Dei gargalhadas desse meu pensamento. Já confesso que rir é muito bom. Alguém ficar de mal de mim é uma vivência que tínhamos quando éramos crianças. De certo não fiz aquilo que ela queria que eu fizesse (risos).
O bebê nasce e será humanizado, pelo menos é o que todos esperam.
Como assim?
É isso mesmo. Nascemos bichos humanos e cabe a quem cuida de nós nos humanizar.
Esse empenho de humanizar é feito pelos cuidados com o bebê, a higiene, o alimentar de comida, alimentar de palavras, alimentar de afetos, e nos primeiros anos de vida o toque pele com pele do vínculo afetivo faz humanizar esse bicho humano que nasceu e foi acolhido na menor celular social: a família. Sem esquecermos que instituições de acolhimento para adoção também realizam essa humanização.
Há na história da humanidade casos de bebês e crianças que foram criados por animais como macacos e lobos ( Leia AQUI ). Criados por outros animais, ficaram sem a possibilidade de desenvolvimento pleno de suas capacidades cognitivas e sociais, por causa de não serem adotados por seres humanos que os estimulassem a comunicação verbal e não-verbal da linguagem social humana.

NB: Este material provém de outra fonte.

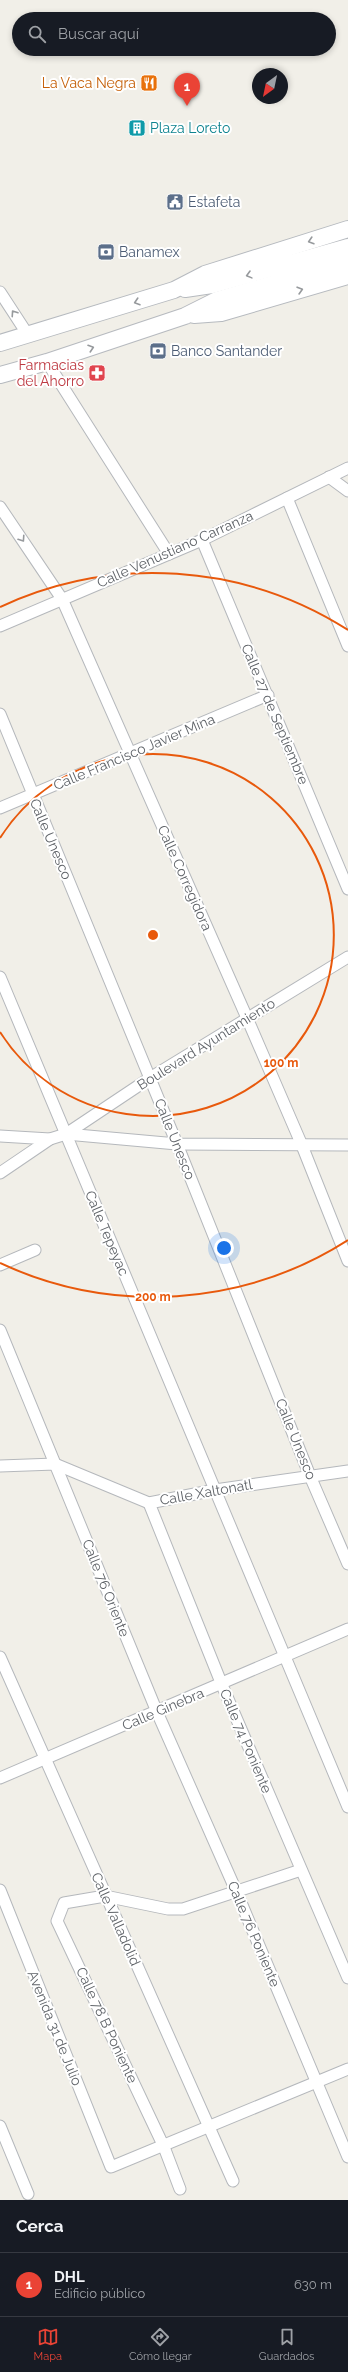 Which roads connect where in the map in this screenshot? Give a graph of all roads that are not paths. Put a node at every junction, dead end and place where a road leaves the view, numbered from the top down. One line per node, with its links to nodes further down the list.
1 (348, 229): 6 (main road, one-way to 6)
2 (348, 247): 4 (main road)
3 (348, 262): 4 (main road)
4 (288, 271): 6 (main road, one-way to 6); 8 (main road)
5 (348, 276): 8 (main road, one-way to 5)
6 (174, 290): 9 (main road, one-way to 9)
7 (0, 292): 9 (street, one-way to 7)
8 (185, 316): 11 (main road, one-way to 8)
9 (28, 334): 10 (main road)
10 (0, 343)
11 (47, 362): 12 (main road); 19 (street)
12 (0, 376)
13 (348, 468): 14 (street, Calle Venustiano Carranza)
14 (329, 477): 15 (street); 16 (street, Calle Venustiano Carranza)
15 (348, 491)
16 (287, 498): 18 (street, Calle Venustiano Carranza); 22 (street)
17 (0, 507): 20 (street, Calle Corregidora, one-way to 20)
18 (202, 540): 19 (street, Calle Venustiano Carranza); 23 (street, Calle 27 de Septiembre)
19 (169, 554): 20 (street, Calle Venustiano Carranza)
20 (62, 599): 21 (street, Calle Venustiano Carranza); 25 (street, Calle Corregidora)
21 (0, 626)
22 (348, 646)
23 (268, 695): 25 (street, Calle Francisco Javier Mina); 28 (street, Calle 27 de Septiembre)
24 (0, 714): 26 (street, Calle Unesco)
25 (130, 754): 26 (street, Calle Francisco Javier Mina); 31 (street, Calle Corregidora)
26 (32, 795): 27 (street, Calle Francisco Javier Mina); 32 (street, Calle Unesco)
27 (0, 808)
28 (348, 889)
29 (348, 957): 31 (street, Boulevard Ayuntamiento)
30 (0, 977): 33 (street, Calle Tepeyac)
31 (248, 1018): 32 (street, Boulevard Ayuntamiento); 36 (street, Calle Corregidora)
32 (150, 1078): 33 (street, Boulevard Ayuntamiento); 37 (street, Calle Unesco)
33 (66, 1134): 35 (street); 37 (street); 48 (street, Calle Tepeyac)
34 (0, 1136): 35 (street)
35 (50, 1139): 39 (street)
36 (301, 1143): 37 (street); 38 (street); 41 (street, Calle Corregidora)
37 (177, 1144): 47 (street, Calle Unesco)
38 (348, 1145)
39 (0, 1172)
40 (35, 1250): 42 (street)
41 (348, 1261)
42 (0, 1265)
43 (0, 1330): 44 (street, Calle 76 Oriente)
44 (55, 1464): 45 (street, Calle Xaltonatl); 49 (street, Calle Xaltonatl); 55 (street, Calle 76 Oriente)
45 (0, 1466)
46 (348, 1471): 47 (street, Calle Xaltonatl)
47 (310, 1476): 48 (street, Calle Xaltonatl); 50 (street, Calle Unesco)
48 (215, 1490): 49 (street, Calle Xaltonatl); 52 (street, Calle Tepeyac)
49 (149, 1503): 54 (street, Calle 74 Poniente)
50 (348, 1564)
51 (348, 1629): 52 (street, Calle Ginebra)
52 (286, 1656): 54 (street, Calle Ginebra); 58 (street)
53 (0, 1657): 56 (street, Calle Valladolid)
54 (222, 1685): 55 (street, Calle Ginebra); 59 (street, Calle 74 Poniente)
55 (157, 1712): 56 (street, Calle Ginebra); 61 (street, Calle 76 Poniente)
56 (45, 1759): 57 (street, Calle Ginebra); 62 (street, Calle Valladolid)
57 (0, 1778)
58 (348, 1808)
59 (301, 1870): 61 (street); 63 (street, Calle 74 Poniente)
60 (0, 1890): 68 (street, Avenida 31 de Julio)
61 (237, 1892): 62 (street); 65 (street, Calle 76 Poniente)
62 (105, 1896): 67 (street, Calle Valladolid); 68 (street, Calle 78 B Poniente)
63 (348, 1978)
64 (348, 2069): 65 (street)
65 (317, 2082): 67 (street); 69 (street, Calle 76 Poniente)
66 (0, 2126): 72 (street)
67 (211, 2127): 68 (street); 70 (street, Calle Valladolid)
68 (164, 2147): 71 (street, Calle 78 B Poniente)
69 (348, 2156)
70 (233, 2181)
71 (180, 2189)
72 (28, 2194) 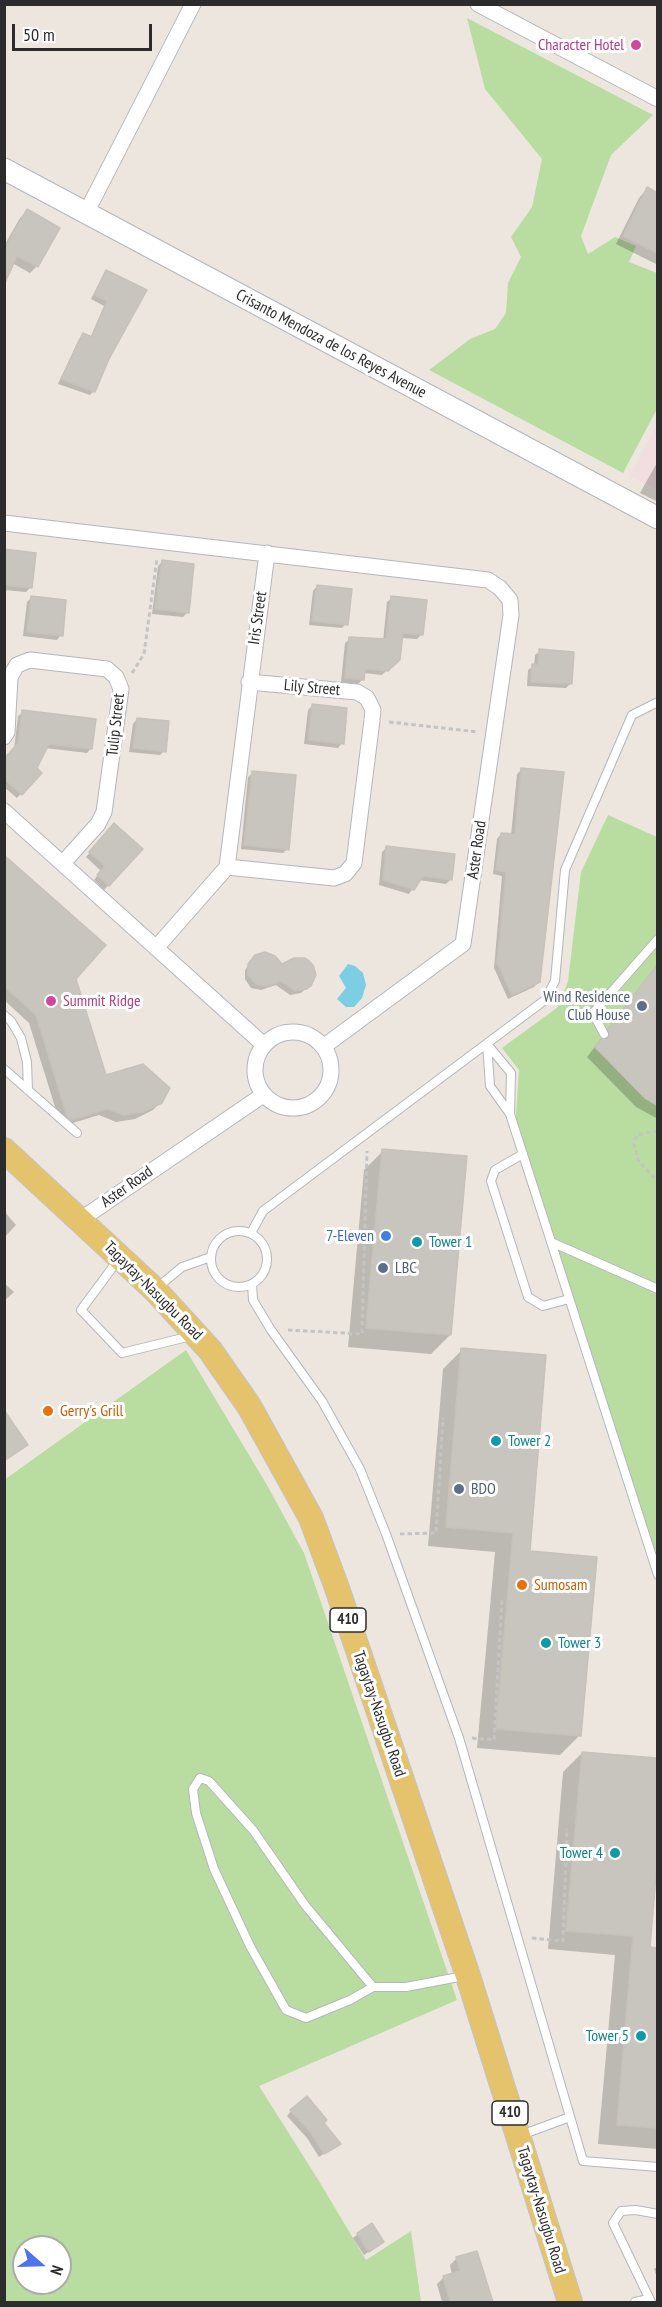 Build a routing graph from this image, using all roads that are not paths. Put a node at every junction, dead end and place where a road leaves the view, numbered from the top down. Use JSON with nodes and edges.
{"nodes":[{"id":1,"x":193,"y":4,"type":"edge"},
{"id":2,"x":478,"y":4,"type":"edge"},
{"id":3,"x":657,"y":99,"type":"edge"},
{"id":4,"x":4,"y":170,"type":"edge"},
{"id":5,"x":86,"y":213,"type":"junction"},
{"id":6,"x":657,"y":518,"type":"edge"},
{"id":7,"x":4,"y":523,"type":"edge"},
{"id":8,"x":267,"y":553,"type":"junction"},
{"id":9,"x":249,"y":682,"type":"junction"},
{"id":10,"x":657,"y":702,"type":"edge"},
{"id":11,"x":4,"y":737,"type":"edge"},
{"id":12,"x":4,"y":810,"type":"edge"},
{"id":13,"x":63,"y":863,"type":"junction"},
{"id":14,"x":227,"y":867,"type":"junction"},
{"id":15,"x":657,"y":939,"type":"edge"},
{"id":16,"x":156,"y":948,"type":"junction"},
{"id":17,"x":4,"y":1015,"type":"edge"},
{"id":18,"x":604,"y":1034,"type":"dead end"},
{"id":19,"x":487,"y":1044,"type":"junction"},
{"id":20,"x":264,"y":1045,"type":"junction"},
{"id":21,"x":323,"y":1047,"type":"junction"},
{"id":22,"x":4,"y":1069,"type":"edge"},
{"id":23,"x":28,"y":1090,"type":"junction"},
{"id":24,"x":263,"y":1095,"type":"junction"},
{"id":25,"x":510,"y":1114,"type":"junction"},
{"id":26,"x":77,"y":1133,"type":"dead end"},
{"id":27,"x":4,"y":1150,"type":"edge"},
{"id":28,"x":523,"y":1154,"type":"junction"},
{"id":29,"x":80,"y":1220,"type":"junction"},
{"id":30,"x":251,"y":1233,"type":"junction"},
{"id":31,"x":551,"y":1242,"type":"junction"},
{"id":32,"x":121,"y":1257,"type":"junction"},
{"id":33,"x":211,"y":1257,"type":"junction"},
{"id":34,"x":252,"y":1284,"type":"junction"},
{"id":35,"x":657,"y":1289,"type":"edge"},
{"id":36,"x":155,"y":1290,"type":"junction"},
{"id":37,"x":569,"y":1299,"type":"junction"},
{"id":38,"x":196,"y":1335,"type":"junction"},
{"id":39,"x":657,"y":1575,"type":"edge"},
{"id":40,"x":468,"y":1976,"type":"junction"},
{"id":41,"x":373,"y":1987,"type":"junction"},
{"id":42,"x":570,"y":2117,"type":"junction"},
{"id":43,"x":518,"y":2136,"type":"junction"},
{"id":44,"x":657,"y":2167,"type":"edge"},
{"id":45,"x":657,"y":2214,"type":"edge"},
{"id":46,"x":650,"y":2301,"type":"edge"},
{"id":47,"x":570,"y":2302,"type":"edge"},
{"id":48,"x":634,"y":2302,"type":"edge"}],
"edges":[{"from":1,"to":5,"type":"street"},
{"from":2,"to":3,"type":"street"},
{"from":4,"to":5,"type":"main road","name":"Crisanto Mendoza de los Reyes Avenue"},
{"from":5,"to":6,"type":"main road","name":"Crisanto Mendoza de los Reyes Avenue"},
{"from":7,"to":8,"type":"street"},
{"from":8,"to":9,"type":"street","name":"Iris Street"},
{"from":8,"to":21,"type":"street","name":"Aster Road"},
{"from":9,"to":14,"type":"street"},
{"from":9,"to":14,"type":"street","name":"Lily Street"},
{"from":10,"to":19,"type":"lane"},
{"from":11,"to":13,"type":"street","name":"Tulip Street"},
{"from":12,"to":13,"type":"street"},
{"from":13,"to":16,"type":"street"},
{"from":14,"to":16,"type":"street"},
{"from":15,"to":18,"type":"lane"},
{"from":16,"to":20,"type":"street"},
{"from":17,"to":23,"type":"lane"},
{"from":19,"to":25,"type":"lane"},
{"from":19,"to":25,"type":"lane"},
{"from":19,"to":30,"type":"lane"},
{"from":20,"to":21,"type":"street"},
{"from":20,"to":24,"type":"street"},
{"from":21,"to":24,"type":"street"},
{"from":22,"to":23,"type":"lane"},
{"from":23,"to":26,"type":"lane"},
{"from":24,"to":29,"type":"street","name":"Aster Road"},
{"from":25,"to":28,"type":"lane"},
{"from":27,"to":29,"type":"main road","name":"Tagaytay-Nasugbu Road","number":"410"},
{"from":28,"to":31,"type":"lane"},
{"from":28,"to":37,"type":"lane"},
{"from":29,"to":32,"type":"main road","name":"Tagaytay-Nasugbu Road","number":"410"},
{"from":30,"to":33,"type":"lane"},
{"from":30,"to":34,"type":"lane"},
{"from":31,"to":35,"type":"lane"},
{"from":31,"to":37,"type":"lane"},
{"from":32,"to":36,"type":"main road","name":"Tagaytay-Nasugbu Road","number":"410"},
{"from":32,"to":38,"type":"lane"},
{"from":33,"to":34,"type":"lane"},
{"from":33,"to":36,"type":"lane"},
{"from":34,"to":42,"type":"lane"},
{"from":36,"to":38,"type":"main road","name":"Tagaytay-Nasugbu Road","number":"410"},
{"from":37,"to":39,"type":"lane"},
{"from":38,"to":40,"type":"main road","name":"Tagaytay-Nasugbu Road","number":"410"},
{"from":40,"to":41,"type":"lane"},
{"from":40,"to":43,"type":"main road","name":"Tagaytay-Nasugbu Road","number":"410"},
{"from":41,"to":41,"type":"lane"},
{"from":42,"to":43,"type":"lane"},
{"from":42,"to":44,"type":"lane"},
{"from":43,"to":47,"type":"main road","name":"Tagaytay-Nasugbu Road","number":"410"},
{"from":45,"to":46,"type":"lane"},
{"from":46,"to":48,"type":"lane"}]}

Bem, na verdade é a sociedade humana quem nos adota. Podemos nascer em uma família consanguínea que cuide e mesmo assim seremos sempre adotados por aqueles parentes, porque precisamos de muito mais que instintos e consanguinidade para sermos humanizados.
E lembrando o início desse texto que alguém estava de mal de mim (risos), os humanos criam enormes expectativas sobre o presente e o futuro.
Vivemos amparados por leis civilizatórias e muitas vezes isso não dá conta do que somos.
O exemplo são os presídios cheios de humanos que não cumpriram as leis e realizaram crimes. E conseguirão ser ressocializados?
Existem aqueles saberes que não são contemplados pela Constituição Federal; são discursos que continuam a se repetirem em sociedade e não são ajuizados pelas leis.
Vou destacar um hoje: o discurso do coitado!
Como é espantoso a repetição desse discurso em todos os lugares.
Pessoas há que confundem muito facilmente o discurso do coitado com o ato de compaixão.
O que é compaixão? É a capacidade afetivo-cognitiva de perceber o outro em sofrimento; querer se solidarizar com outro ser no planeta; um outro humano, ou outro animal, e querer ajudar de alguma forma para que minimize o sofrimento alheio.
Já o discurso do coitado fala de uma impossibilidade de compaixão; de tornar o outro um ser inferior a mim.
Coitada de Beltrana que não consegue emagrecer!
Coitado de Fulana que trabalha tanto, estuda tanto, e não consegue melhorar de vida!
Coitado de Fulano que usa cadeira de rodas para viver!
Coitado de Ciclano, que mesmo rico, sofre tanto!
Perceba que em cada fala dessas há um grau de desdém muito disfarçado sobre a vida do outro.
Dei quatro exemplos muito corriqueiros, mas perceba a construção intrincada desses pensamentos.
No funcionamento psíquico, ninguém - perceba - ninguém é superior ou inferior aos outros por suas condições existenciais.
Então por que as pessoas falam isso?
Falam por que não ouvem o que falam, simples assim. Bem como sonham, e não sabem o que aquilo que sonham quer dizer a elas mesmas.
O discurso do coitado é uma armadilha social! Feito uma gangorra que fica sobe e desce, ora superior e ora inferior, e que só falam de si mesmas e seus afetos não trabalhados.
Essa gangorra interna entre a arrogante posição de achar-se superior ao outro e a inferior baixa auto-estima que sente ao se comparar com outro ser humano.
Lembre-se que o ato de comparação com o outro é nefasto em nossas vidas sociais, mas principalmente deletério internamente. Sempre traz consequências de adoecimento mental.
Existe espaço suficiente no universo cultural para cada ser humano, ninguém é melhor ou pior que ninguém.
Precisamos é de todos, e cada um com a sua inestimável singularidade genuína e incomparável.